Após quase 12 horas de discussão, a emenda foi aprovada por 366 votos a favor e 111 contra, mas a PEC ainda terá de passar por uma segunda votação no plenário da Câmara e outras duas no Senado antes de poder entrar em vigor.


Por se tratar de emenda à Constituição, eram necessários os votos de, pelo menos, três quintos dos deputados (308 dos 513). No Senado, o governo precisará de, no mínimo, 49 votos favoráveis.  Contrários à PEC, estiveram essencialmente deputados de partidos da oposição, designadamente do Partido dos Trabalhadores de Dilma Rousseff.

 

A PEC define que as despesas, ao nível da federação brasileira, só poderão crescer, nos próximos 20 anos, até ao limite da taxa de inflação registada no ano anterior, o que significa um congelamento dos gastos públicos em termos reais.

 

A emenda constitucional foi enviada ao parlamento no primeiro semestre, quando Temer ainda ocupava interinamente o cargo de Presidente da República. A proposta é considerada pelo Palácio do Planalto como um dos principais mecanismos para tentar reequilibrar as contas públicas, a caminho de um défice quase recorde de 10% do PIB.
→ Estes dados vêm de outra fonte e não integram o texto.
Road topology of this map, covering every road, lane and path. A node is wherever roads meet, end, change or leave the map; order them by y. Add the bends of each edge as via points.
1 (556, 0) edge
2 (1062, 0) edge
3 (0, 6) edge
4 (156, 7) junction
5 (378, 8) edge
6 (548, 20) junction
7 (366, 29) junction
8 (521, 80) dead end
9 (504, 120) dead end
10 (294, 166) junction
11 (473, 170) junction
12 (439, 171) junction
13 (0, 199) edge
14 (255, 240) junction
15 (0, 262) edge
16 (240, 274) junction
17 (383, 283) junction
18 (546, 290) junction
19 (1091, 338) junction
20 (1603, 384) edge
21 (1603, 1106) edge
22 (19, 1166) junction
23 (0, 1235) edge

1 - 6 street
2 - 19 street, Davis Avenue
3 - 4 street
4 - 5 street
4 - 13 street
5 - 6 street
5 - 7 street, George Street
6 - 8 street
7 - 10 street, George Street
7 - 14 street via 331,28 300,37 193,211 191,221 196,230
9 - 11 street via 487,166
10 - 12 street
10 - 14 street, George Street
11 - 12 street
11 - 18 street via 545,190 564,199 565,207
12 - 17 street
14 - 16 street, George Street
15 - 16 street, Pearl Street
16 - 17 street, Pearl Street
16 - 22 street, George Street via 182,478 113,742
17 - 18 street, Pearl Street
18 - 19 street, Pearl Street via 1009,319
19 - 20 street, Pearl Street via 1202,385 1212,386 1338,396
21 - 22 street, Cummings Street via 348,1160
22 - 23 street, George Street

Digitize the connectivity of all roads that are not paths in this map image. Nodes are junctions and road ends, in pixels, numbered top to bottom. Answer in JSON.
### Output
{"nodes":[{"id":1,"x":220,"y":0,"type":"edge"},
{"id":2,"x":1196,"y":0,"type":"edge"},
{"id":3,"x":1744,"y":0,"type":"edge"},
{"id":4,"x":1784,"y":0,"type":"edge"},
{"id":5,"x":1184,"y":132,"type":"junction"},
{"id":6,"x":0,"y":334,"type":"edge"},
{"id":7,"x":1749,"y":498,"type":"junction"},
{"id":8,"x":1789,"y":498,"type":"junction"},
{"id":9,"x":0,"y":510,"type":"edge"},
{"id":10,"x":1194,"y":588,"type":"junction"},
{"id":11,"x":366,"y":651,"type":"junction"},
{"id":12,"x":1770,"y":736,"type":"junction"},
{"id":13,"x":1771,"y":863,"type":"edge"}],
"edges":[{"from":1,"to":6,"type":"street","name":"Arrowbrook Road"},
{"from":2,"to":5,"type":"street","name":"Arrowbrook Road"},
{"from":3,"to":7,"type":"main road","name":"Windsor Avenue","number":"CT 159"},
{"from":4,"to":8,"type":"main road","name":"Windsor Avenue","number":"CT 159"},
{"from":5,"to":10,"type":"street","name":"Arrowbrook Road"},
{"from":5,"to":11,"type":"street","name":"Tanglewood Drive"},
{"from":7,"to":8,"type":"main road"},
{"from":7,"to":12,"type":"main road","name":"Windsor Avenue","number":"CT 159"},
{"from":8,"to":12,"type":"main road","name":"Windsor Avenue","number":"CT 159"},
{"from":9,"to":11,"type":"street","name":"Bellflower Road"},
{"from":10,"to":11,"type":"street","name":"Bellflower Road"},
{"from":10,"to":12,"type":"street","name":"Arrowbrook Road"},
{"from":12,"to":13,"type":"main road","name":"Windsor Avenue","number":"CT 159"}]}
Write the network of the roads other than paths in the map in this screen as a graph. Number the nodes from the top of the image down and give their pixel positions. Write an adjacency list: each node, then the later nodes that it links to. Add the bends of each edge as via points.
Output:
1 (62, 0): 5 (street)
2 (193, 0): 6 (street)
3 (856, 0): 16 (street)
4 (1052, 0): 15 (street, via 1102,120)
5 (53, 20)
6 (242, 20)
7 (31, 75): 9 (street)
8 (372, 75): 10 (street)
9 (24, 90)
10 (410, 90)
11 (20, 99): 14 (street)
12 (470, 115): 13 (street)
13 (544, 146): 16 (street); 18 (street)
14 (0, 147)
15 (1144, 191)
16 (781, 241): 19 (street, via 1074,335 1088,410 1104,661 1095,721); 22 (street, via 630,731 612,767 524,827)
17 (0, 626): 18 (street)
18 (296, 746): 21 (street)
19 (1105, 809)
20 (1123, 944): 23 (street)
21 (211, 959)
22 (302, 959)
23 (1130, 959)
Citado pela imprensa brasileira, o porta-voz do governo, Alexandre Parola,  classificou o resultado como uma "vitória maiúscula" e afirmou que a votação "expressiva" revela também o compromisso do Congresso Nacional com o equilíbrio orçamental do país.


"A margem confortável da votação de segunda-feira traduz, até agora, o sinal mais significativo de que o governo Temer poderá ter o apoio político necessário para governar e responder às expectativas dos investidores", analisa a agência Bloomberg, recordando que o novo presidente assumiu o cargo das mãos de Dilma – destituída por ter maquilhado as contas públicas – elegendo como prioridade restaurar a credibilidade financeira do país. Os títulos de dívida do Tesouro brasileiro são actualmente classificados de investimento especulativo, vulgo lixo, por todas as agências de rating.